Extracted data entries
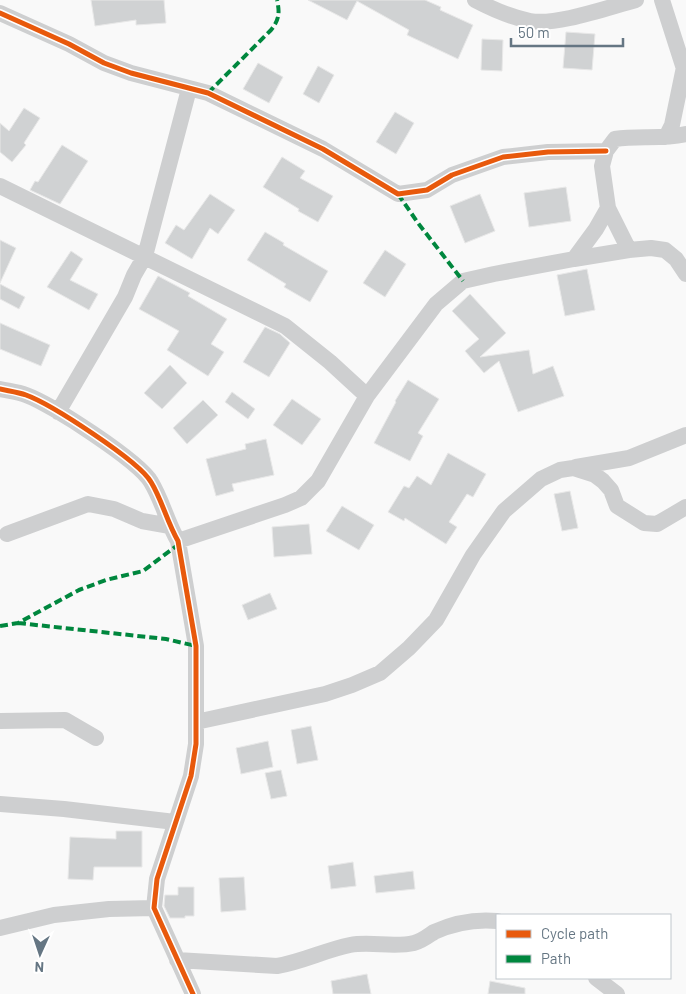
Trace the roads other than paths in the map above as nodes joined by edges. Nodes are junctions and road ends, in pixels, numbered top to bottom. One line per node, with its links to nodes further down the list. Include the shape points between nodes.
1 (475, 0): 2 (street, via 497,11 531,21 561,20)
2 (636, 0)
3 (662, 0): 5 (street)
4 (0, 13): 6 (street, via 104,63)
5 (685, 71): 8 (street)
6 (189, 89): 9 (street, via 208,93 323,149 398,194 427,190 452,175 503,157); 13 (street)
7 (686, 134): 8 (street)
8 (666, 137): 9 (street, via 615,139)
9 (606, 150): 11 (street, via 602,166)
10 (0, 186): 13 (street)
11 (608, 208): 12 (street); 14 (street)
12 (629, 250): 14 (street); 15 (street, via 665,250)
13 (145, 256): 17 (street, via 285,326); 18 (street, via 125,297)
14 (574, 259): 17 (street, via 463,281 436,304)
15 (686, 274)
16 (0, 389): 18 (street, via 27,395)
17 (367, 396): 26 (street, via 326,469 301,498)
18 (58, 412): 24 (street, via 131,461 151,481)
19 (686, 436): 20 (street)
20 (619, 460): 21 (street); 22 (street)
21 (573, 468): 22 (street, via 594,475); 28 (street, via 541,479 504,511 473,555 436,620 380,673 325,694)
22 (611, 490): 23 (street, via 617,506 644,523 657,524)
23 (686, 507)
24 (170, 526): 25 (street, via 88,504); 26 (street)
25 (6, 534)
26 (178, 541): 28 (street, via 196,646)
27 (0, 721): 29 (street, via 65,720)
28 (196, 722): 31 (street, via 195,758)
29 (96, 738)
30 (0, 804): 31 (street)
31 (176, 822): 32 (street, via 157,880)
32 (154, 908): 34 (street, via 54,915); 35 (street)
33 (496, 921): 35 (street, via 455,924 417,942 397,946 352,945 277,966)
34 (0, 928)
35 (177, 960): 37 (street)
36 (597, 979): 38 (street)
37 (193, 994)
38 (617, 994)

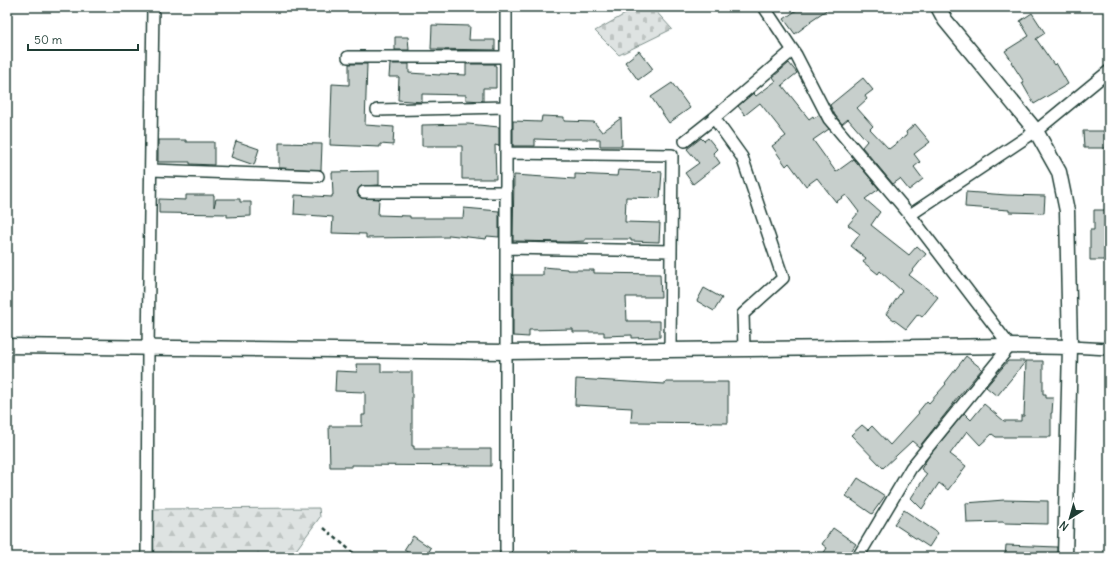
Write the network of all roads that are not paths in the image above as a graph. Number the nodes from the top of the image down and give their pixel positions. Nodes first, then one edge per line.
1 (153, 7) edge
2 (506, 7) edge
3 (764, 7) edge
4 (938, 7) edge
5 (792, 50) junction
6 (348, 57) dead end
7 (506, 57) junction
8 (1109, 71) edge
9 (506, 107) junction
10 (377, 110) dead end
11 (714, 118) junction
12 (1036, 131) junction
13 (685, 141) dead end
14 (506, 153) junction
15 (151, 170) junction
16 (318, 176) dead end
17 (364, 192) dead end
18 (506, 192) junction
19 (910, 215) junction
20 (506, 248) junction
21 (671, 251) junction
22 (7, 346) edge
23 (1010, 346) junction
24 (1070, 347) junction
25 (148, 348) junction
26 (744, 349) junction
27 (1109, 349) edge
28 (670, 350) junction
29 (506, 352) junction
30 (147, 557) edge
31 (506, 557) edge
32 (858, 557) edge
33 (1065, 557) edge

1 - 15 street
2 - 7 street
3 - 5 street
4 - 12 street
5 - 11 street
5 - 19 street
6 - 7 street
7 - 9 street
8 - 12 street
9 - 10 street
9 - 14 street
11 - 13 street
11 - 26 street
12 - 19 street
12 - 24 street
14 - 18 street
14 - 21 street
15 - 16 street
15 - 25 street
17 - 18 street
18 - 20 street
19 - 23 street
20 - 21 street
20 - 29 street
21 - 28 street
22 - 25 street
23 - 24 street
23 - 26 street
23 - 32 street
24 - 27 street
24 - 33 street
25 - 29 street
25 - 30 street
26 - 28 street
28 - 29 street
29 - 31 street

What you are asked to do
Give back the records above exactly. Pictures stay out.

Exercise solution
Trace the roads other than paths in the map above as nodes joined by edges. Nodes are junctions and road ends, in pixels, numbered top to bottom. One line per node, with its links to nodes further down the list. Include the shape points between nodes.
1 (475, 0): 2 (street, via 497,11 531,21 561,20)
2 (636, 0)
3 (662, 0): 5 (street)
4 (0, 13): 6 (street, via 104,63)
5 (685, 71): 8 (street)
6 (189, 89): 9 (street, via 208,93 323,149 398,194 427,190 452,175 503,157); 13 (street)
7 (686, 134): 8 (street)
8 (666, 137): 9 (street, via 615,139)
9 (606, 150): 11 (street, via 602,166)
10 (0, 186): 13 (street)
11 (608, 208): 12 (street); 14 (street)
12 (629, 250): 14 (street); 15 (street, via 665,250)
13 (145, 256): 17 (street, via 285,326); 18 (street, via 125,297)
14 (574, 259): 17 (street, via 463,281 436,304)
15 (686, 274)
16 (0, 389): 18 (street, via 27,395)
17 (367, 396): 26 (street, via 326,469 301,498)
18 (58, 412): 24 (street, via 131,461 151,481)
19 (686, 436): 20 (street)
20 (619, 460): 21 (street); 22 (street)
21 (573, 468): 22 (street, via 594,475); 28 (street, via 541,479 504,511 473,555 436,620 380,673 325,694)
22 (611, 490): 23 (street, via 617,506 644,523 657,524)
23 (686, 507)
24 (170, 526): 25 (street, via 88,504); 26 (street)
25 (6, 534)
26 (178, 541): 28 (street, via 196,646)
27 (0, 721): 29 (street, via 65,720)
28 (196, 722): 31 (street, via 195,758)
29 (96, 738)
30 (0, 804): 31 (street)
31 (176, 822): 32 (street, via 157,880)
32 (154, 908): 34 (street, via 54,915); 35 (street)
33 (496, 921): 35 (street, via 455,924 417,942 397,946 352,945 277,966)
34 (0, 928)
35 (177, 960): 37 (street)
36 (597, 979): 38 (street)
37 (193, 994)
38 (617, 994)

Write the network of all roads that are not paths in the image above as a graph. Number the nodes from the top of the image down and give their pixel positions. Nodes first, then one edge per line.
1 (153, 7) edge
2 (506, 7) edge
3 (764, 7) edge
4 (938, 7) edge
5 (792, 50) junction
6 (348, 57) dead end
7 (506, 57) junction
8 (1109, 71) edge
9 (506, 107) junction
10 (377, 110) dead end
11 (714, 118) junction
12 (1036, 131) junction
13 (685, 141) dead end
14 (506, 153) junction
15 (151, 170) junction
16 (318, 176) dead end
17 (364, 192) dead end
18 (506, 192) junction
19 (910, 215) junction
20 (506, 248) junction
21 (671, 251) junction
22 (7, 346) edge
23 (1010, 346) junction
24 (1070, 347) junction
25 (148, 348) junction
26 (744, 349) junction
27 (1109, 349) edge
28 (670, 350) junction
29 (506, 352) junction
30 (147, 557) edge
31 (506, 557) edge
32 (858, 557) edge
33 (1065, 557) edge

1 - 15 street
2 - 7 street
3 - 5 street
4 - 12 street
5 - 11 street
5 - 19 street
6 - 7 street
7 - 9 street
8 - 12 street
9 - 10 street
9 - 14 street
11 - 13 street
11 - 26 street
12 - 19 street
12 - 24 street
14 - 18 street
14 - 21 street
15 - 16 street
15 - 25 street
17 - 18 street
18 - 20 street
19 - 23 street
20 - 21 street
20 - 29 street
21 - 28 street
22 - 25 street
23 - 24 street
23 - 26 street
23 - 32 street
24 - 27 street
24 - 33 street
25 - 29 street
25 - 30 street
26 - 28 street
28 - 29 street
29 - 31 street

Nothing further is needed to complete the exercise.